New culture-independent tests are much more sensitive than traditional diagnostic methods in detecting the cause of infectious diarrhea, a significant problem that leads to nearly 500,000 hospitalizations and more than 5,000 deaths in the USA every year.

Diarrhea is defined as three or more loose or liquid stools in 24 hours, or more frequently than is normal for the person. Diarrhea is often, but not always, infectious, meaning that it is thought to be caused by a microbe such as a virus, bacterium or parasite that can spread from person to person.These new tests are so sensitive and may detect multiple organisms, infectious disease expertise may be necessary to interpret the clinical significance and facilitate appropriate public health surveillance.

A panel of experts, led by those at Emory University School of Medicine (Atlanta, GA, USA) have written guidelines that include seven tables that busy clinicians can quickly reference for information about the various ways people acquire the microbes, exposure conditions, post-infectious symptoms and clinical presentation, as well as recommended antimicrobial, fluid and nutritional management. The new infectious diarrhea guidelines provide an update of the 2001 guidelines. While the guidelines mention travel-associated diarrhea and Clostridium difficile diarrhea, other more-specific guidelines on those topics provide detailed guidance and are referenced.

Some of the recommendations for diagnostics include stool testing should be performed for Salmonella, Shigella, Campylobacter, Yersinia, C. difficile, and Shiga toxin-producing Escherichia coli (STEC) in people with diarrhea accompanied by fever, bloody or mucoid stools, severe abdominal cramping or tenderness, or signs of sepsis. Bloody stools are not an expected manifestation of infection with C. difficile. A broader set of bacterial, viral, and parasitic agents should be considered regardless of the presence of fever, bloody or mucoid stools, or other markers of more severe illness in the context of a possible outbreak of diarrheal illness (e.g., multiple people with diarrhea who shared a common meal or a sudden rise in observed diarrheal cases).
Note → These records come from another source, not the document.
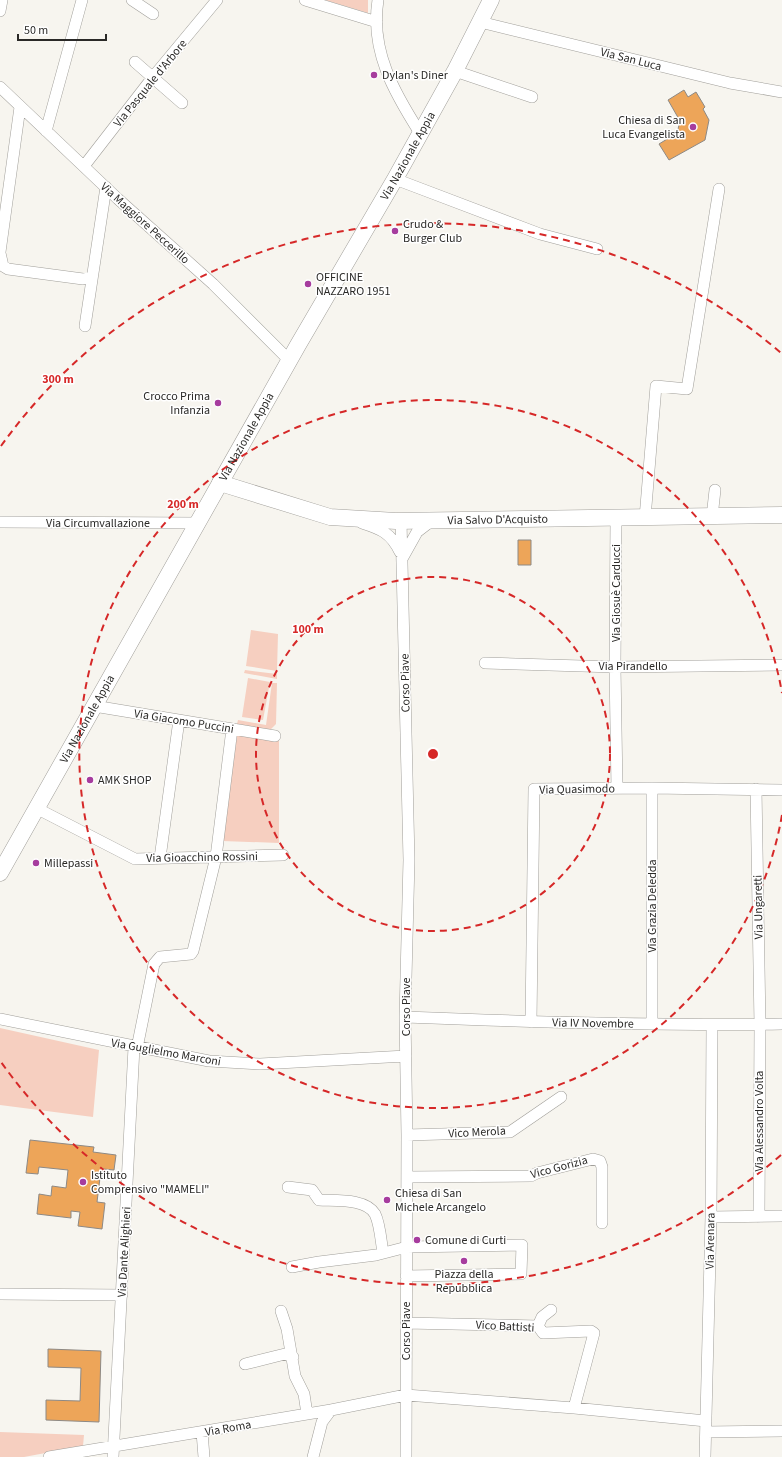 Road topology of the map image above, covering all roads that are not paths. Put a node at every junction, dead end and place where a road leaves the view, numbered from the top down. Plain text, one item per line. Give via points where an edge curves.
1 (2, 0) edge
2 (82, 0) edge
3 (132, 0) edge
4 (217, 0) edge
5 (304, 0) edge
6 (378, 0) edge
7 (491, 0) edge
8 (0, 11) edge
9 (153, 14) dead end
10 (377, 22) junction
11 (480, 22) junction
12 (135, 62) dead end
13 (455, 71) junction
14 (153, 78) junction
15 (0, 87) edge
16 (782, 92) edge
17 (532, 97) dead end
18 (182, 103) dead end
19 (20, 107) junction
20 (46, 131) junction
21 (420, 133) junction
22 (84, 166) junction
23 (394, 179) junction
24 (106, 187) junction
25 (719, 189) dead end
26 (597, 249) dead end
27 (0, 252) edge
28 (92, 277) junction
29 (85, 326) dead end
30 (289, 360) junction
31 (220, 483) junction
32 (715, 490) dead end
33 (782, 515) edge
34 (712, 517) junction
35 (346, 518) junction
36 (645, 518) junction
37 (616, 519) junction
38 (401, 521) junction
39 (0, 522) edge
40 (430, 522) junction
41 (197, 524) junction
42 (402, 558) junction
43 (485, 663) dead end
44 (782, 665) edge
45 (615, 667) junction
46 (94, 706) junction
47 (179, 720) junction
48 (232, 729) junction
49 (275, 736) dead end
50 (617, 788) junction
51 (652, 788) junction
52 (756, 789) junction
53 (782, 790) edge
54 (36, 808) junction
55 (283, 855) dead end
56 (216, 857) junction
57 (160, 858) junction
58 (0, 873) edge
59 (405, 1017) junction
60 (0, 1019) edge
61 (531, 1022) junction
62 (652, 1024) junction
63 (782, 1024) edge
64 (712, 1025) junction
65 (760, 1025) junction
66 (136, 1047) junction
67 (406, 1056) junction
68 (561, 1097) dead end
69 (407, 1135) junction
70 (407, 1177) junction
71 (288, 1187) dead end
72 (782, 1216) edge
73 (710, 1217) junction
74 (759, 1217) junction
75 (602, 1224) dead end
76 (406, 1247) junction
77 (383, 1253) junction
78 (292, 1267) dead end
79 (406, 1276) junction
80 (0, 1294) edge
81 (122, 1295) junction
82 (551, 1310) dead end
83 (281, 1311) dead end
84 (406, 1323) junction
85 (538, 1326) junction
86 (293, 1357) junction
87 (245, 1364) dead end
88 (406, 1395) junction
89 (574, 1408) junction
90 (331, 1410) junction
91 (306, 1414) junction
92 (706, 1426) junction
93 (782, 1431) edge
94 (202, 1432) junction
95 (114, 1452) edge
96 (49, 1457) edge
97 (204, 1457) edge
98 (313, 1457) edge
99 (406, 1457) edge
100 (705, 1457) edge

1 - 8 street
2 - 20 street
3 - 9 street
4 - 14 street, Via Pasquale d'Arbore
5 - 10 street
6 - 10 street
7 - 11 main road, Via Nazionale Appia
10 - 21 street via 377,43 391,85
11 - 13 main road, Via Nazionale Appia
11 - 16 street, Via San Luca via 730,83
12 - 14 street
13 - 17 street
13 - 21 main road, Via Nazionale Appia
14 - 18 street
14 - 22 street, Via Pasquale d'Arbore
15 - 19 street, Via Maggiore Peccerillo
19 - 20 street, Via Maggiore Peccerillo
19 - 27 street
20 - 22 street, Via Maggiore Peccerillo
21 - 23 main road, Via Nazionale Appia
22 - 24 street, Via Maggiore Peccerillo
23 - 26 street via 540,234
23 - 30 main road, Via Nazionale Appia
24 - 28 street
24 - 30 street, Via Maggiore Peccerillo via 213,284
25 - 36 street via 687,389 656,386
27 - 28 street via 3,266 8,269 83,279
28 - 29 street
30 - 31 main road, Via Nazionale Appia
31 - 35 main road, Via Salvo D'Acquisto via 330,517
31 - 41 main road, Via Nazionale Appia
32 - 34 street
33 - 34 main road, Via Salvo D'Acquisto
34 - 36 main road, Via Salvo D'Acquisto
35 - 38 main road, Via Salvo D'Acquisto
35 - 42 street, Corso Piave via 386,532 394,540
36 - 37 main road, Via Salvo D'Acquisto
37 - 40 main road, Via Salvo D'Acquisto
37 - 45 street, Via Giosuè Carducci
38 - 40 main road, Via Salvo D'Acquisto
38 - 42 street, Corso Piave
39 - 41 street, Via Circumvallazione
40 - 42 street via 417,532
41 - 46 main road, Via Nazionale Appia
42 - 59 street, Corso Piave via 409,860
43 - 45 street, Via Pirandello
44 - 45 street, Via Pirandello
45 - 50 street, Via Giosuè Carducci
46 - 47 street, Via Giacomo Puccini
46 - 54 main road, Via Nazionale Appia
47 - 48 street, Via Giacomo Puccini
47 - 57 street
48 - 49 street, Via Giacomo Puccini
48 - 56 street
50 - 51 street, Via Quasimodo
50 - 61 street, Via Quasimodo via 534,789
51 - 52 street, Via Quasimodo
51 - 62 street, Via Grazia Deledda
52 - 53 street, Via Quasimodo
52 - 65 street, Via Ungaretti
54 - 57 street, Via Gioacchino Rossini via 134,859
54 - 58 main road, Via Nazionale Appia
55 - 56 street, Via Gioacchino Rossini
56 - 57 street, Via Gioacchino Rossini
56 - 66 street, Via Dante Alighieri via 192,954 160,957 154,964
59 - 61 street, Via IV Novembre
59 - 67 street, Corso Piave
60 - 66 street, Via Guglielmo Marconi
61 - 62 street, Via IV Novembre
62 - 64 street, Via IV Novembre
63 - 65 street, Via IV Novembre
64 - 65 street, Via IV Novembre
64 - 73 street, Via Arenara
65 - 74 street, Via Alessandro Volta
66 - 67 street, Via Guglielmo Marconi via 209,1061 260,1064
66 - 81 street, Via Dante Alighieri
67 - 69 street, Corso Piave
68 - 69 street, Vico Merola via 510,1132
69 - 70 street, Corso Piave
70 - 75 street, Vico Gorizia via 531,1176 593,1159 600,1161 602,1167
70 - 76 street, Corso Piave
71 - 77 street via 312,1190 319,1200 360,1204 371,1209 376,1215
72 - 74 street
73 - 74 street
73 - 92 street, Via Arenara
76 - 77 street
76 - 79 street, Corso Piave
76 - 79 street via 522,1245 521,1274
77 - 78 street
79 - 84 street, Corso Piave
80 - 81 street
81 - 95 street, Via Dante Alighieri
82 - 85 street via 542,1317
83 - 86 street
84 - 85 street, Vico Battisti
84 - 88 street, Corso Piave
85 - 89 street, Vico Battisti via 543,1333 589,1330 594,1333
86 - 87 street via 285,1354
86 - 91 street via 295,1376 304,1394
88 - 89 street, Via Roma
88 - 90 street, Via Roma
88 - 99 street, Corso Piave
89 - 92 street, Via Roma
90 - 91 street, Via Roma
90 - 98 street via 322,1422
91 - 94 street, Via Roma
92 - 93 street, Via Roma
92 - 100 street, Via Arenara
94 - 95 street, Via Roma
94 - 97 street
95 - 96 street, Via Roma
All specimens that test positive for bacterial pathogens by culture-independent diagnostic testing such as antigen-based molecular assays (gastrointestinal tract panels), and for which isolate submission is requested or required under public health reporting rules, should be cultured in the clinical laboratory or at a public health laboratory to ensure that outbreaks of similar organisms are detected and investigated. The optimal specimen for laboratory diagnosis of infectious diarrhea is a diarrheal stool sample (i.e. a sample that takes the shape of the container). For detection of bacterial infections, if a timely diarrheal stool sample cannot be collected, a rectal swab may be used. Molecular techniques generally are more sensitive and less dependent than culture on the quality of specimen.
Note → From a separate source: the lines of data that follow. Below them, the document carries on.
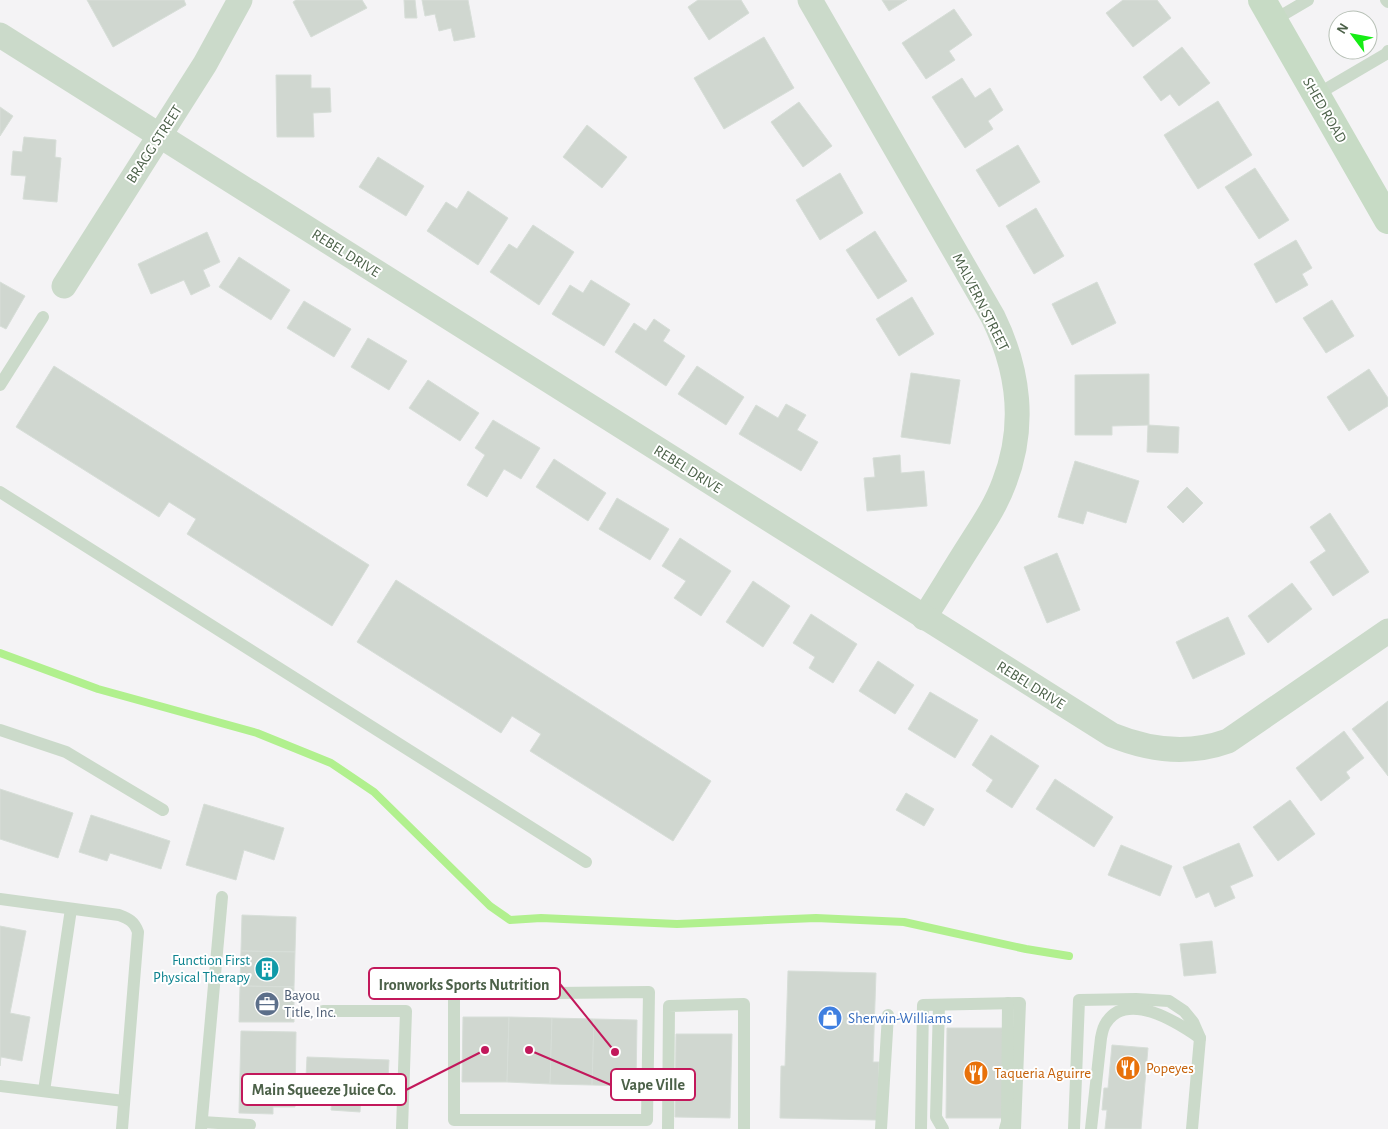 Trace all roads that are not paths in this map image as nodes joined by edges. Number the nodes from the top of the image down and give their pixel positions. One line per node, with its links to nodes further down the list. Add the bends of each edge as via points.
1 (240, 0): 8 (street, BRAGG STREET, via 205,64)
2 (810, 0): 14 (street, MALVERN STREET, via 992,317 1004,340 1014,379 1018,411 1016,433 1004,483 991,511)
3 (1308, 0): 4 (lane)
4 (1268, 10): 7 (street, SHED ROAD)
5 (0, 35): 8 (street, REBEL DRIVE)
6 (1387, 54): 7 (lane)
7 (1316, 94): 9 (street, SHED ROAD)
8 (159, 136): 10 (street, BRAGG STREET); 14 (street, REBEL DRIVE)
9 (1388, 220)
10 (64, 286)
11 (43, 317): 12 (lane)
12 (0, 385)
13 (0, 492): 18 (lane)
14 (924, 618): 15 (street, REBEL DRIVE, via 1112,735 1133,743 1173,750 1210,747 1228,741)
15 (1388, 631)
16 (0, 730): 17 (lane, via 66,752)
17 (163, 810)
18 (586, 862)
19 (222, 898): 32 (lane)
20 (0, 899): 21 (lane)
21 (71, 908): 28 (lane); 29 (lane, via 124,917 135,924 138,932)
22 (1008, 1004): 23 (lane); 40 (lane); 41 (lane, via 1020,1003)
23 (939, 1005): 38 (lane, via 923,1006); 39 (lane, via 936,1117)
24 (323, 1011): 34 (lane, via 406,1011)
25 (888, 1015): 37 (lane)
26 (1200, 1038): 42 (lane, via 1184,1011 1169,1001 1079,1000); 43 (lane, via 1166,1016 1139,1010 1115,1014 1105,1024 1101,1038); 44 (lane)
27 (0, 1086): 28 (lane)
28 (44, 1092): 29 (lane)
29 (124, 1101): 33 (lane)
30 (499, 1124): 30 (lane, via 647,1120 649,992 454,994 454,1120)
31 (250, 1125): 32 (lane)
32 (202, 1126)
33 (122, 1129)
34 (402, 1129)
35 (668, 1129): 36 (lane, via 669,1006 744,1004)
36 (744, 1129)
37 (881, 1129)
38 (921, 1129)
39 (942, 1129)
40 (1005, 1129)
41 (1015, 1129)
42 (1074, 1129)
43 (1092, 1129)
44 (1192, 1129)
Frequent monitoring of hemoglobin and platelet counts, electrolytes, and blood urea nitrogen and creatinine is recommended to detect hematologic and renal function abnormalities that are early manifestations of hemolytic-uremic syndrome (HUS) and precede renal injury for people with diagnosed E. coli O157 or another STEC infection (especially STEC that produce Shiga toxin 2 or are associated with bloody diarrhea).

Andi L. Shane, MD, MPH, MSc, an associate professor and lead author of the guidelines, said, “Diagnostic testing combined with clinical expertise is helpful in identifying a cluster of infections that may signal an outbreak. However, even if they don't need to be tested, most people will benefit from rehydration therapy while waiting for the infection to run its course.” The study was published on October 19, 2017, in the journal Clinical Infectious Diseases.